### DIRECTIONS FOR THIS TASK:
The word "dead" marks the lines you need; copy each of them from the data.
___ RECORDS SHOWN ___
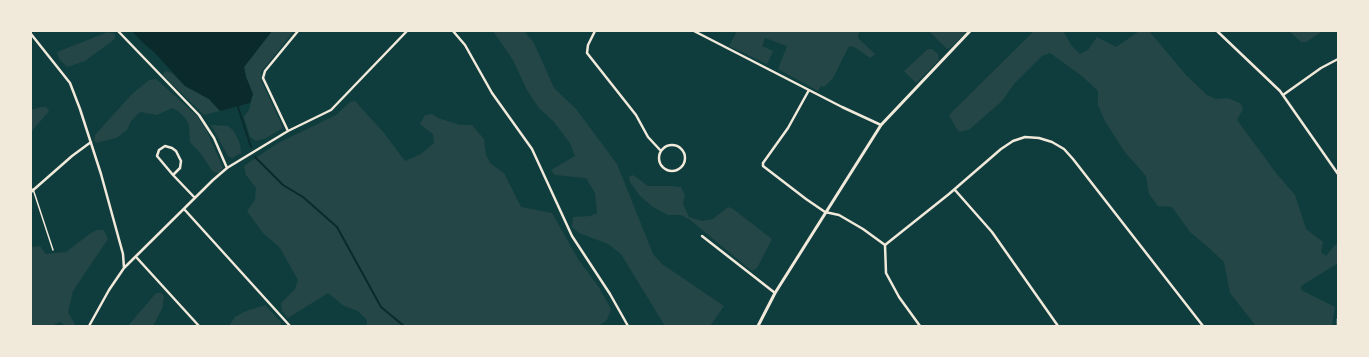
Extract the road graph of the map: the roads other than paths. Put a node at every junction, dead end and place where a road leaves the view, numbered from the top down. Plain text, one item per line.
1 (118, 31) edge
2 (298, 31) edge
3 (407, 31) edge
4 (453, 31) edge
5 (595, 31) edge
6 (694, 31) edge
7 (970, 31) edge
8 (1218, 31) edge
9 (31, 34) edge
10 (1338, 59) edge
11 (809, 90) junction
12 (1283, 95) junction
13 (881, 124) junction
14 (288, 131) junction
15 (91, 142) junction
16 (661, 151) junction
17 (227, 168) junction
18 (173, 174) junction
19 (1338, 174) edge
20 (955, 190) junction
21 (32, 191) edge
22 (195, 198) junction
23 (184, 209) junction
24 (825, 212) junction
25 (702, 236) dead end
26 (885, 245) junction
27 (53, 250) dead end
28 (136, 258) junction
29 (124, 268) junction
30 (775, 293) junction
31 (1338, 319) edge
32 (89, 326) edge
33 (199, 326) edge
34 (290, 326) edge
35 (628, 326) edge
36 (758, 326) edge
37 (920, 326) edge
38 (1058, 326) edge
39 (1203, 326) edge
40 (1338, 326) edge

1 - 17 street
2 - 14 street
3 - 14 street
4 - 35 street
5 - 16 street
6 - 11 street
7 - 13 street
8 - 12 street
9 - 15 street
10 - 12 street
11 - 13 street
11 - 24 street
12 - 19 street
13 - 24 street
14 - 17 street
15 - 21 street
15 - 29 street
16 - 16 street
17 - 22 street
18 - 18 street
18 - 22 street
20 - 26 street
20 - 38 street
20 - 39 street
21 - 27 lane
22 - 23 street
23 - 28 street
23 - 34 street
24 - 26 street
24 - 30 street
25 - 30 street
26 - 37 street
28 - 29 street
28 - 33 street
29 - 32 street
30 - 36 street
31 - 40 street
___
### YOUR SOLUTION:
Extract the road graph of the map: the roads other than paths. Put a node at every junction, dead end and place where a road leaves the view, numbered from the top down. Plain text, one item per line.
25 (702, 236) dead end
27 (53, 250) dead end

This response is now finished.